- **WORK INSTRUCTION**
Give back the entire listing exactly as it was provided.

GIVEN INFORMATION Start Marker

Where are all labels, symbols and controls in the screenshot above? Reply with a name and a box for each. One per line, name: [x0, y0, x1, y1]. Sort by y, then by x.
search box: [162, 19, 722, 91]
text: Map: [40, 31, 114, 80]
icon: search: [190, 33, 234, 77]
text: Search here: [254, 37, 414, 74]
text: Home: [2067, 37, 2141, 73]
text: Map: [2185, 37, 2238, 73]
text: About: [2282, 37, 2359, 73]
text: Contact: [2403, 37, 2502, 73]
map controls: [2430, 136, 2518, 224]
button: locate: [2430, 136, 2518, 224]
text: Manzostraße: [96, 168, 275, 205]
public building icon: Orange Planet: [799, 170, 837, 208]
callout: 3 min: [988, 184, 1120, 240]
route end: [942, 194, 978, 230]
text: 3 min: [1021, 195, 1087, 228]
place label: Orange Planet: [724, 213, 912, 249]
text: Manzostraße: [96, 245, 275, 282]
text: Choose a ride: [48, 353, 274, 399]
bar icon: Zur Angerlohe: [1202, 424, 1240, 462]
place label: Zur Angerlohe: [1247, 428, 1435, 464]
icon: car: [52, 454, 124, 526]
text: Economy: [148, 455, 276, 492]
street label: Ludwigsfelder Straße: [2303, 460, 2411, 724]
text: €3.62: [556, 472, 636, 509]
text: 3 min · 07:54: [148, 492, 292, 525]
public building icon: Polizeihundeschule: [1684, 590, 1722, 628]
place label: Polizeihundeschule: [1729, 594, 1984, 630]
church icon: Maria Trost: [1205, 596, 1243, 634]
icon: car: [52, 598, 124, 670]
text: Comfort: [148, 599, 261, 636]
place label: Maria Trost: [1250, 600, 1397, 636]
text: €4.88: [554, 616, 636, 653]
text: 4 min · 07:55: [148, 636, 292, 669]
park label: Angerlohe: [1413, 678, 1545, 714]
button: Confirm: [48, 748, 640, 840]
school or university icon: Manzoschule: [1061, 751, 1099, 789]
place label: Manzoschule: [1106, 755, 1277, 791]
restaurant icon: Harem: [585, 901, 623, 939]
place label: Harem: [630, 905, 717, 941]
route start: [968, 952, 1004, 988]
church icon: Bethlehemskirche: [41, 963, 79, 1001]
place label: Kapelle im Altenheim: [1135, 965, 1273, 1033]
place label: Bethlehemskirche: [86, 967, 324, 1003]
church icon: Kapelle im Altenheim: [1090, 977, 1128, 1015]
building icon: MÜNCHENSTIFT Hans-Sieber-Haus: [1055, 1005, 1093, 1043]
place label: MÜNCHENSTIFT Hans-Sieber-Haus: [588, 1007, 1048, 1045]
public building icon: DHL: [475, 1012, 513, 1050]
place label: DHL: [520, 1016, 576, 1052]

GIVEN INFORMATION End Marker

- **EXERCISE RESULT**
Where are all labels, symbols and controls in the screenshot above? Reply with a name and a box for each. One per line, name: [x0, y0, x1, y1]. Sort by y, then by x.
search box: [162, 19, 722, 91]
text: Map: [40, 31, 114, 80]
icon: search: [190, 33, 234, 77]
text: Search here: [254, 37, 414, 74]
text: Home: [2067, 37, 2141, 73]
text: Map: [2185, 37, 2238, 73]
text: About: [2282, 37, 2359, 73]
text: Contact: [2403, 37, 2502, 73]
map controls: [2430, 136, 2518, 224]
button: locate: [2430, 136, 2518, 224]
text: Manzostraße: [96, 168, 275, 205]
public building icon: Orange Planet: [799, 170, 837, 208]
callout: 3 min: [988, 184, 1120, 240]
route end: [942, 194, 978, 230]
text: 3 min: [1021, 195, 1087, 228]
place label: Orange Planet: [724, 213, 912, 249]
text: Manzostraße: [96, 245, 275, 282]
text: Choose a ride: [48, 353, 274, 399]
bar icon: Zur Angerlohe: [1202, 424, 1240, 462]
place label: Zur Angerlohe: [1247, 428, 1435, 464]
icon: car: [52, 454, 124, 526]
text: Economy: [148, 455, 276, 492]
street label: Ludwigsfelder Straße: [2303, 460, 2411, 724]
text: €3.62: [556, 472, 636, 509]
text: 3 min · 07:54: [148, 492, 292, 525]
public building icon: Polizeihundeschule: [1684, 590, 1722, 628]
place label: Polizeihundeschule: [1729, 594, 1984, 630]
church icon: Maria Trost: [1205, 596, 1243, 634]
icon: car: [52, 598, 124, 670]
text: Comfort: [148, 599, 261, 636]
place label: Maria Trost: [1250, 600, 1397, 636]
text: €4.88: [554, 616, 636, 653]
text: 4 min · 07:55: [148, 636, 292, 669]
park label: Angerlohe: [1413, 678, 1545, 714]
button: Confirm: [48, 748, 640, 840]
school or university icon: Manzoschule: [1061, 751, 1099, 789]
place label: Manzoschule: [1106, 755, 1277, 791]
restaurant icon: Harem: [585, 901, 623, 939]
place label: Harem: [630, 905, 717, 941]
route start: [968, 952, 1004, 988]
church icon: Bethlehemskirche: [41, 963, 79, 1001]
place label: Kapelle im Altenheim: [1135, 965, 1273, 1033]
place label: Bethlehemskirche: [86, 967, 324, 1003]
church icon: Kapelle im Altenheim: [1090, 977, 1128, 1015]
building icon: MÜNCHENSTIFT Hans-Sieber-Haus: [1055, 1005, 1093, 1043]
place label: MÜNCHENSTIFT Hans-Sieber-Haus: [588, 1007, 1048, 1045]
public building icon: DHL: [475, 1012, 513, 1050]
place label: DHL: [520, 1016, 576, 1052]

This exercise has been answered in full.